Current Reviews


Cla$$war #3

Posted: Saturday, September 7, 2002
By: Craig Lemon

Writer: Rob Williams
Artist: Trevor Hairsine

Publisher: Com.X

After a short flashback to when both Isaac and The American experienced an epiphany that what they had been doing was wrong and needed to be challenged and changed, we see that the US President has a plan for recapturing his popularity; to do with an invasion of revolutionary Glenada (i.e. Grenada). American and Isaac are there also, they're trying to gather enough evidence to incriminate the US government in the backup of a corrupt dictatorship, not to mention take the opportunity to burn up some nasty drug-fields. A momentary lapse allows a CIA agent providing evidence to escape and report back to base, and he just happens to know where The American is hiding out...

Rob Williams is really beginning to get into this scripting lark, hitting his stride with spot-on dialogue and humourous asides amid the serious plot - take the page where Isaac and The American meet up with CIA Agent Favre for the first time: "I'm black and I'm proud" - superb! Of course, this makes the contrast with the opening shot on the following page of an executed woman hanging in the jungle all the more pronounced; but this is typical of this series, combining levity with horror effectively, and drawing the reader on via the developing underlying plot.

It's Trevor Hairsine's last issue before picking up the Captain America reins at Marvel; I find it amusingly ironic that he's moving from one symbol of blind American patriotism to another - the difference being the first one has woken up to reality, whilst the latter is still (relatively speaking) asleep. The first six pages actually read like a tryout for Cap A: rigid panel structure with two, four or six panels a page, a fist-fight and a shooting; but the issue soon settles down into a more modern style. It actually works as another example of excellent writing - the flashbacks are designed to work a la old-comics, i.e. using methods set in the past; whilst the modern day action occurs with modern layouts. A subtle, yet effective way of dividing the action between flashback and present.

I desperately wanted to talk about this comic without discussing the scheduling and shipping issues around it, but, to some extent, said issues are important to enjoyment of the comic itself. At least I held off for a couple of paragraphs! Feel free to skip the rest of this rant, it's just I feel that sales on this title are being hurt by the erratic shipping. The whys and wherefores are irrelevant to the retailers and their customers, so shouldn't concern us here, but when an issue just turns up out of the blue, and in relatively limited quantities, the chances of it hanging around on a shelf long enough for people to even notice it has been released are very low...which obviously affects future sales too.
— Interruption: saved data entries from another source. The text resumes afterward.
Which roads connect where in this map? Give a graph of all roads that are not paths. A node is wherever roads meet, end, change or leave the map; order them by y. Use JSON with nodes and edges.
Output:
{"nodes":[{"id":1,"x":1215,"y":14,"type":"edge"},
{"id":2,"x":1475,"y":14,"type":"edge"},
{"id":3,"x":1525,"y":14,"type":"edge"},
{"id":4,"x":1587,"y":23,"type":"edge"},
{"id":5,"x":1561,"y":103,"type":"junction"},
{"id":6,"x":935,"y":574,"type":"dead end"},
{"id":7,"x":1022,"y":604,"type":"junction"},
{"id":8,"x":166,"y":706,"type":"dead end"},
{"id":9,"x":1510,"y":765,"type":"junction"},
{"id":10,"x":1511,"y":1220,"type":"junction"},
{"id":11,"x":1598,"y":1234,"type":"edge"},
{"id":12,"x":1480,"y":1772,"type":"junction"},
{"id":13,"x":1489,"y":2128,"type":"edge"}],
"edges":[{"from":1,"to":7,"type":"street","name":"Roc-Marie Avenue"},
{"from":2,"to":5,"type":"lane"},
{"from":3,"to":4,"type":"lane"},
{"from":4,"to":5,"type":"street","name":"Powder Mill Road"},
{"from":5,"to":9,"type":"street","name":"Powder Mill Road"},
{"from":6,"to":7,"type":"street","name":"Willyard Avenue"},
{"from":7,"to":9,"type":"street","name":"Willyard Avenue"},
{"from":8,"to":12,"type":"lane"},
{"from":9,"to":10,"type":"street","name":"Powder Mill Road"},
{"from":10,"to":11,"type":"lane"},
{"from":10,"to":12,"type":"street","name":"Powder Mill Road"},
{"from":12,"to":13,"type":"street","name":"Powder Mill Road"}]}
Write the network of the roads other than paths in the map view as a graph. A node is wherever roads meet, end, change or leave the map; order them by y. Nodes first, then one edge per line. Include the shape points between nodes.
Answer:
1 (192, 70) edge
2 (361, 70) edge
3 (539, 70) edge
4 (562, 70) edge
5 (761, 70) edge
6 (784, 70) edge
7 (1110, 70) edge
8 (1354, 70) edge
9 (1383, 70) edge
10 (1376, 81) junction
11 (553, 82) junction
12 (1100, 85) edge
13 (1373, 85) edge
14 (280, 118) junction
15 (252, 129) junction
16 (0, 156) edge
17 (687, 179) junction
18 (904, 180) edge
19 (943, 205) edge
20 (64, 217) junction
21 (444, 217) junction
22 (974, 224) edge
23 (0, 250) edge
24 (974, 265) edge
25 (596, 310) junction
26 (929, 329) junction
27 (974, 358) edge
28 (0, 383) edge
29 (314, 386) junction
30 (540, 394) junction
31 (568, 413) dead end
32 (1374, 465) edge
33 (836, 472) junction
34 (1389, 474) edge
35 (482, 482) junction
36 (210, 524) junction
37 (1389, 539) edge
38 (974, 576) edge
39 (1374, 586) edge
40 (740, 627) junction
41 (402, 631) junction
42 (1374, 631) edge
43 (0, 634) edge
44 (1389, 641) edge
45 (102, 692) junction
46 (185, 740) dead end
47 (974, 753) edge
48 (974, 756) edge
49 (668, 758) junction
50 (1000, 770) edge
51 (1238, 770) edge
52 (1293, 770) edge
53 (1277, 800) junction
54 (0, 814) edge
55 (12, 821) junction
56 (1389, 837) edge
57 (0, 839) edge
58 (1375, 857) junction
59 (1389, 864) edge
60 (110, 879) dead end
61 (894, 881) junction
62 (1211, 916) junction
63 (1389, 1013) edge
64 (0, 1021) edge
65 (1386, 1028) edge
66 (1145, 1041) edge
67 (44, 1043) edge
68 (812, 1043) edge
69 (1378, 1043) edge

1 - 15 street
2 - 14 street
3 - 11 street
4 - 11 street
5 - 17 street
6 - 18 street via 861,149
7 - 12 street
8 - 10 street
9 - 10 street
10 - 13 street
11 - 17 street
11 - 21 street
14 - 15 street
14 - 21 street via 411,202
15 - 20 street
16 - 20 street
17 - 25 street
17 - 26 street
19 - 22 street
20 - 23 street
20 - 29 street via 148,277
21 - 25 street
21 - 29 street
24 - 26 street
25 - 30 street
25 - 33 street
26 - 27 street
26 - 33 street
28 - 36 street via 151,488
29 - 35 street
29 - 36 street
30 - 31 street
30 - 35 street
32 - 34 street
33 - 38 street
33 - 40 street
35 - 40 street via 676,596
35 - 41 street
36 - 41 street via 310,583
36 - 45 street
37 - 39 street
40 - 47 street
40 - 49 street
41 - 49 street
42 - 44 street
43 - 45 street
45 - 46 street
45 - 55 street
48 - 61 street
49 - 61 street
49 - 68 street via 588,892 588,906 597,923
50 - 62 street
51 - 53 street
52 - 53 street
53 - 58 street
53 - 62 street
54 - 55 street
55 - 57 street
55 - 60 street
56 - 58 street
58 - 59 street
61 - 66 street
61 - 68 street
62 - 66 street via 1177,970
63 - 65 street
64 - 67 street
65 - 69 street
The old argument that once the story is collected as a trade it doesn't matter doesn't really hold water when discussing individual issues and the future of the series - it was so long since issue two, that I really needed to dig that out and reread it first...which was a pleasant experience, but for someone who has issue two but leaps straight into three without digging that out first, well, they may be put off. It doesn't help that there is no "Story So Far" recap box, so new readers are pretty much thrown into the deep end without much help. For these reasons I've docked a BULLET, so no rating this time around, but you should still look upon this review as being a whole-hearted recommendation...if you can find it, snap it up, and try and get those back issues too.

Final Word:
I really don't want to have to wait until January to pick up the continuation of this story, so I'm going to have a contact at Com.X hack into his computer there and email it to me. Mail me if you want a copy.